To that extent, some of this is irreversible. Is that correct?

That’s right. [In] some sectors, [and for] some companies, it is irreversible. It is very clear that small and medium companies are not going to survive this. So the entrepreneurs running small and medium companies are going to find some other jobs in the new layout that there is. They will have to find a different place to work on, and they can shut down some operations, start some new operations. But the net gain is going to be negative for them. That is clearly going to be a problem--resilience at the top and complete reworking out at the lower end of the spectrum.

If you look at the 19 million salaried persons who lost jobs versus others including in the farming sector who gained, it is logical that the consumption or purchasing power of the 19 million individuals is higher. Are you able to quantify that, and its impact on the economy?

That is a more debilitating story. It is very troublesome because even if you have retained your job, your incomes are down.
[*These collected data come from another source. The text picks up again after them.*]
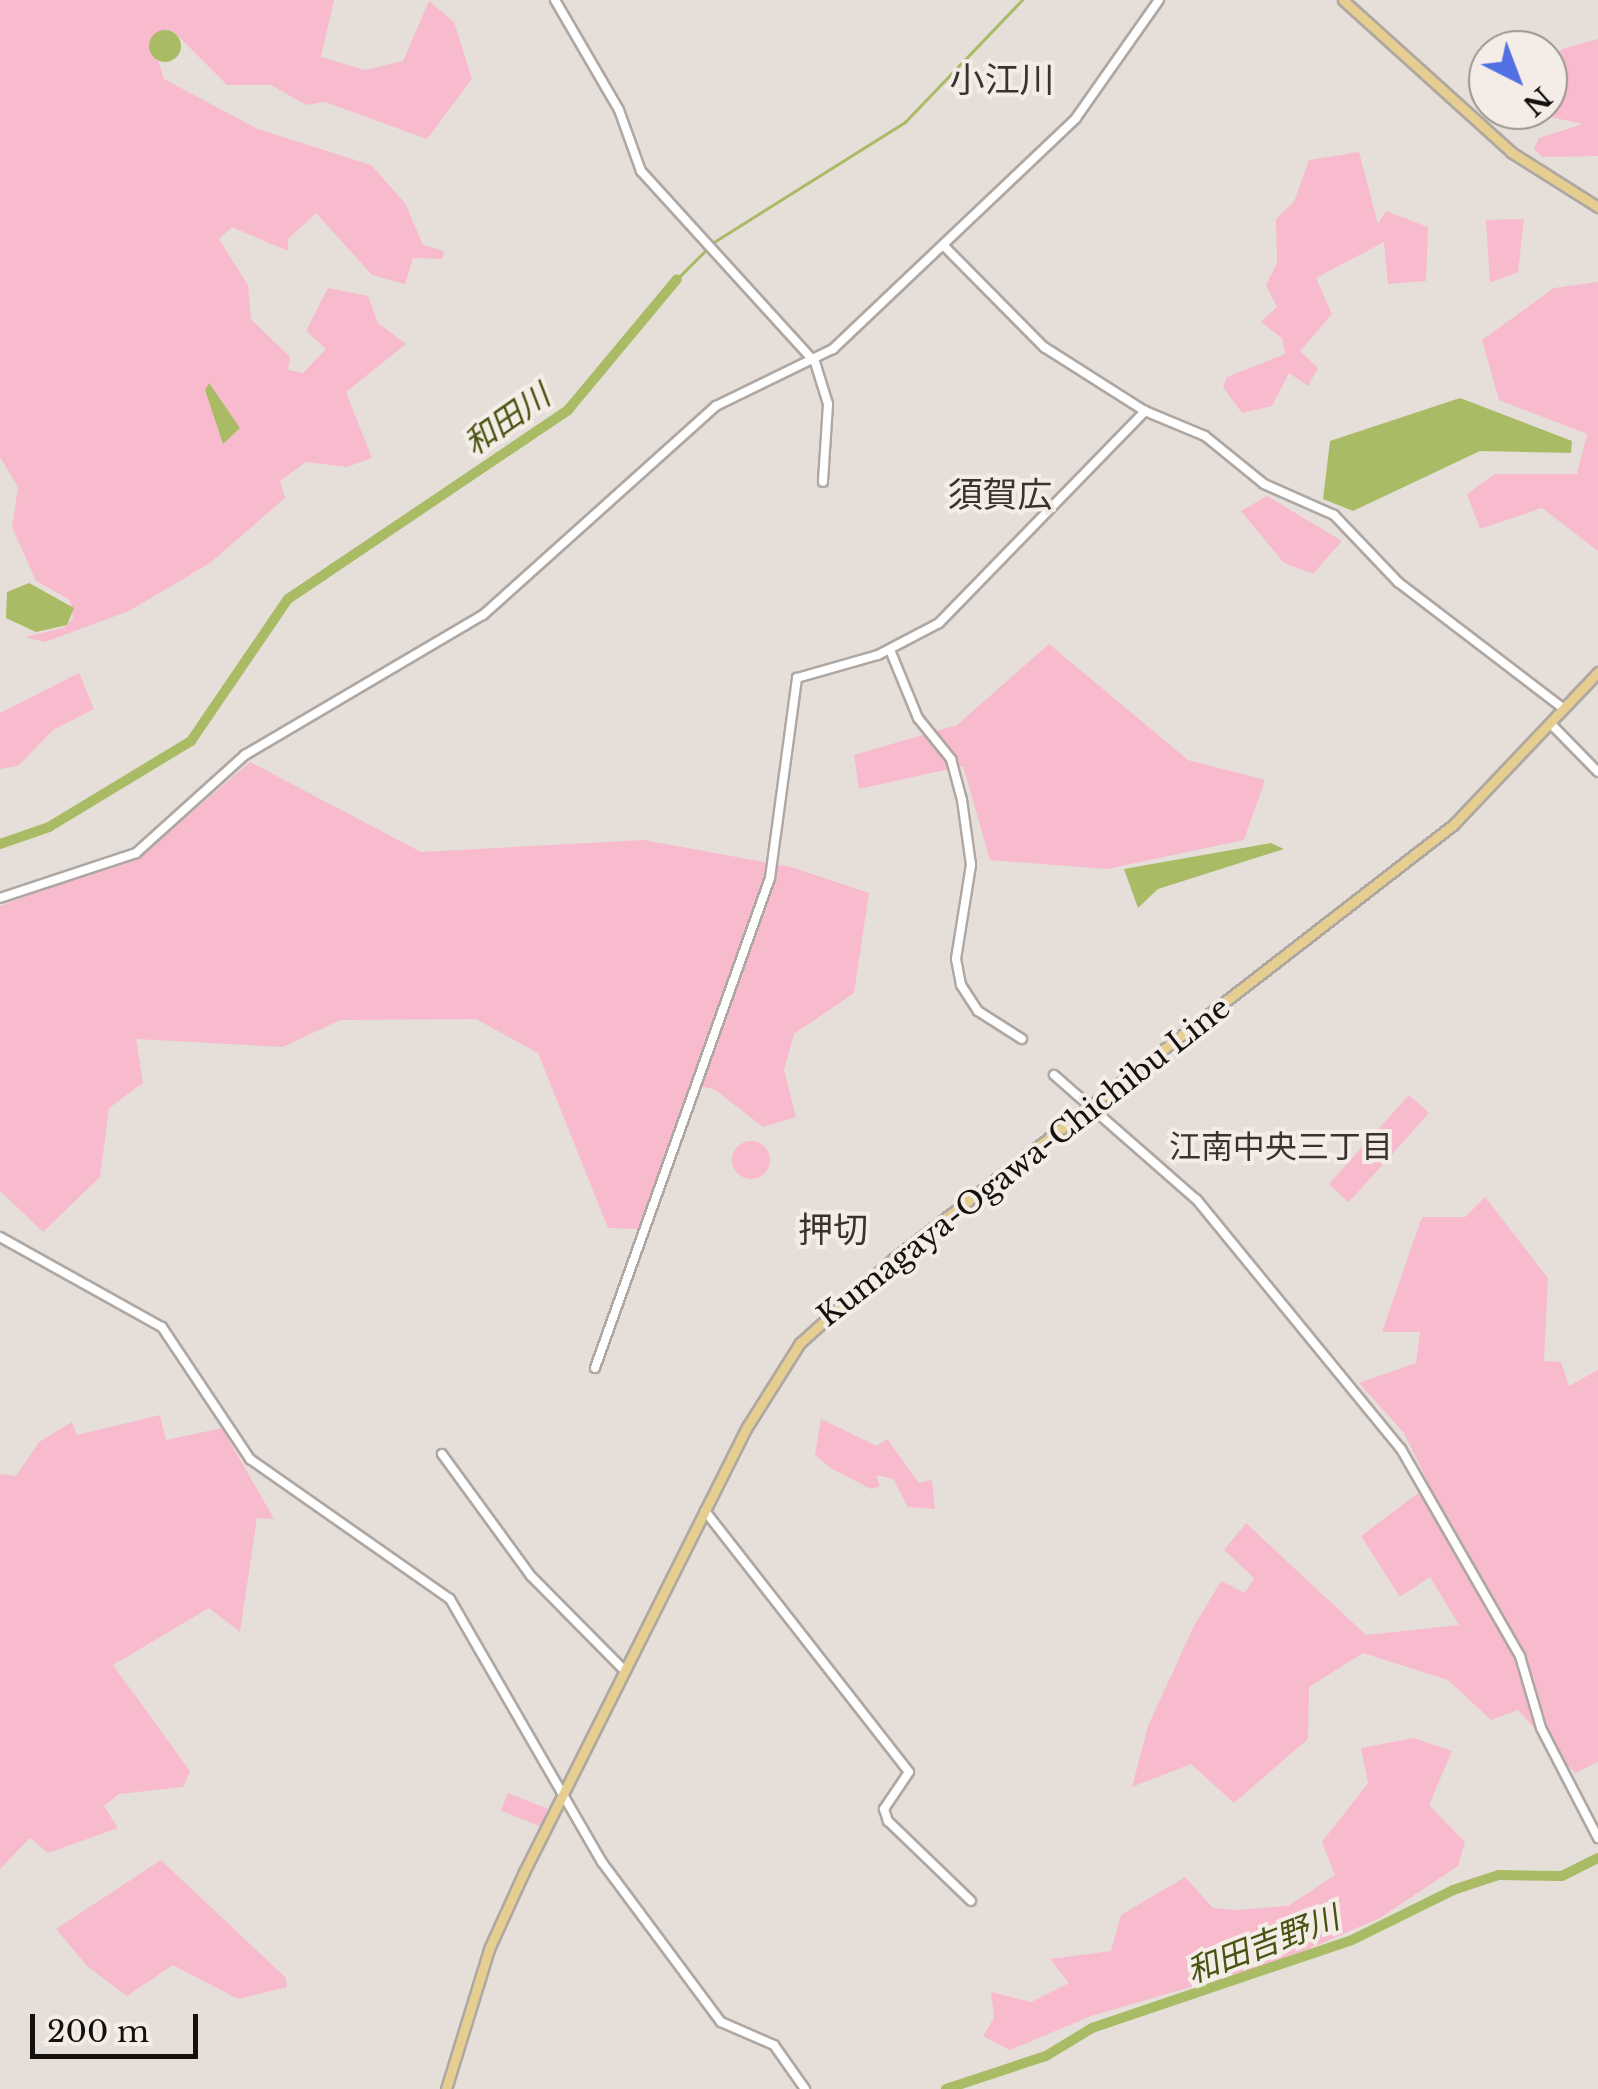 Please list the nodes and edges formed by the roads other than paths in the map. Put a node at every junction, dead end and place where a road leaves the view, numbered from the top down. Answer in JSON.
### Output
{"nodes":[{"id":1,"x":555,"y":0,"type":"edge"},
{"id":2,"x":1159,"y":0,"type":"edge"},
{"id":3,"x":1343,"y":0,"type":"edge"},
{"id":4,"x":1598,"y":207,"type":"edge"},
{"id":5,"x":943,"y":245,"type":"junction"},
{"id":6,"x":816,"y":362,"type":"junction"},
{"id":7,"x":1145,"y":412,"type":"junction"},
{"id":8,"x":823,"y":482,"type":"dead end"},
{"id":9,"x":890,"y":650,"type":"junction"},
{"id":10,"x":1598,"y":672,"type":"edge"},
{"id":11,"x":1564,"y":709,"type":"junction"},
{"id":12,"x":1551,"y":724,"type":"junction"},
{"id":13,"x":1598,"y":772,"type":"edge"},
{"id":14,"x":0,"y":898,"type":"edge"},
{"id":15,"x":1022,"y":1038,"type":"dead end"},
{"id":16,"x":1054,"y":1075,"type":"dead end"},
{"id":17,"x":1093,"y":1108,"type":"junction"},
{"id":18,"x":0,"y":1237,"type":"edge"},
{"id":19,"x":595,"y":1368,"type":"dead end"},
{"id":20,"x":442,"y":1454,"type":"dead end"},
{"id":21,"x":706,"y":1510,"type":"junction"},
{"id":22,"x":624,"y":1670,"type":"junction"},
{"id":23,"x":562,"y":1793,"type":"junction"},
{"id":24,"x":1598,"y":1838,"type":"edge"},
{"id":25,"x":971,"y":1901,"type":"dead end"},
{"id":26,"x":446,"y":2089,"type":"edge"},
{"id":27,"x":805,"y":2089,"type":"edge"}],
"edges":[{"from":1,"to":6,"type":"street"},
{"from":2,"to":5,"type":"street"},
{"from":3,"to":4,"type":"main road"},
{"from":5,"to":6,"type":"street"},
{"from":5,"to":7,"type":"street"},
{"from":6,"to":8,"type":"street"},
{"from":6,"to":14,"type":"street"},
{"from":7,"to":9,"type":"street"},
{"from":7,"to":11,"type":"street"},
{"from":9,"to":15,"type":"street"},
{"from":9,"to":19,"type":"street"},
{"from":10,"to":11,"type":"main road","name":"Kumagaya-Ogawa-Chichibu Line"},
{"from":11,"to":12,"type":"main road","name":"Kumagaya-Ogawa-Chichibu Line"},
{"from":12,"to":13,"type":"street"},
{"from":12,"to":17,"type":"main road","name":"Kumagaya-Ogawa-Chichibu Line"},
{"from":16,"to":17,"type":"street"},
{"from":17,"to":21,"type":"main road","name":"Kumagaya-Ogawa-Chichibu Line"},
{"from":17,"to":24,"type":"street"},
{"from":18,"to":23,"type":"street"},
{"from":20,"to":22,"type":"street"},
{"from":21,"to":22,"type":"main road","name":"Kumagaya-Ogawa-Chichibu Line"},
{"from":21,"to":25,"type":"street"},
{"from":22,"to":23,"type":"main road","name":"Kumagaya-Ogawa-Chichibu Line"},
{"from":23,"to":26,"type":"main road","name":"Kumagaya-Ogawa-Chichibu Line"},
{"from":23,"to":27,"type":"street"}]}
Even in places where jobs have been retained, the wage increases will very likely either be very low or negligible, or there will be a small pay cut. Even if your income from your wages is stable, you would have lost somewhere else; some valuations have gone down. Your basic sentiment has gone down. So in terms of purchasing power, we are seeing a much bigger loss than the loss we are seeing in jobs. Job losses are less than income losses.

What would be the impact on the economy? For instance, we have seen figures saying there will likely be a 10% contraction in the GDP. But what is the loss in consumption or purchasing power in the economy because of this job loss? Is there a way to quantify that?

We can quantify this much better in the middle of September when we will get some additional data on income. The employment data come in with a small lag, but the income data come with a four-month lag. So, we will get data for April in September. In the first or second week of September, we will be able to talk about what is the most damaging impact in terms of income in the worst affected month. Right now, we only conjecture based on responses which ask a person whether the income had declined or not. And that decline is uniform, across the board.

How would you look at the purchasing power of the informal sector? Now that they have come back into the workforce and expanded, in a way, would their purchasing power be back to what it was pre-COVID, or is there uncertainty there as well?

Very unlikely. I do not think their purchasing power has increased or even remained where it was earlier. Mind you, people in the informal sector cannot afford to remain unemployed. A person who is on daily wage has to earn today to get his meals today evening. And if he does not get that, he has to borrow, or do something equivalent to that. So, these people are going back to work no matter whatever the wages that they’d be getting. They could be working for half the number of hours they were working earlier, and at half the wages. They could be taking a hit both in the number of hours worked and the wage rates. They have gone back to work because of compulsions of having to go back to work. I do not think they are going to contribute to greater purchasing power.

Earlier, I had asked you about the kind of support that the government could give, and you had hazarded a figure of Rs 10,000 a month for these 120 million families for two months. Is it too late to be doing something like that? If so, what should we be doing?

It is never too late. There is still pain around. Hand out these monies to these people--not just the 11 million left [without jobs] now, but to many more. Go back to the 121 million people who had lost their jobs, because they have all seen a big hit to their livelihood. Very likely, all of them are more indebted today than they will be able to service. So they will lose assets, and they can lose a lot more. To save the stress that is going to come out next--it could be mental stress, it could be asset losses, losses in education and health; there are many losses that we cannot even measure--I think it is important to step in and not let that happen.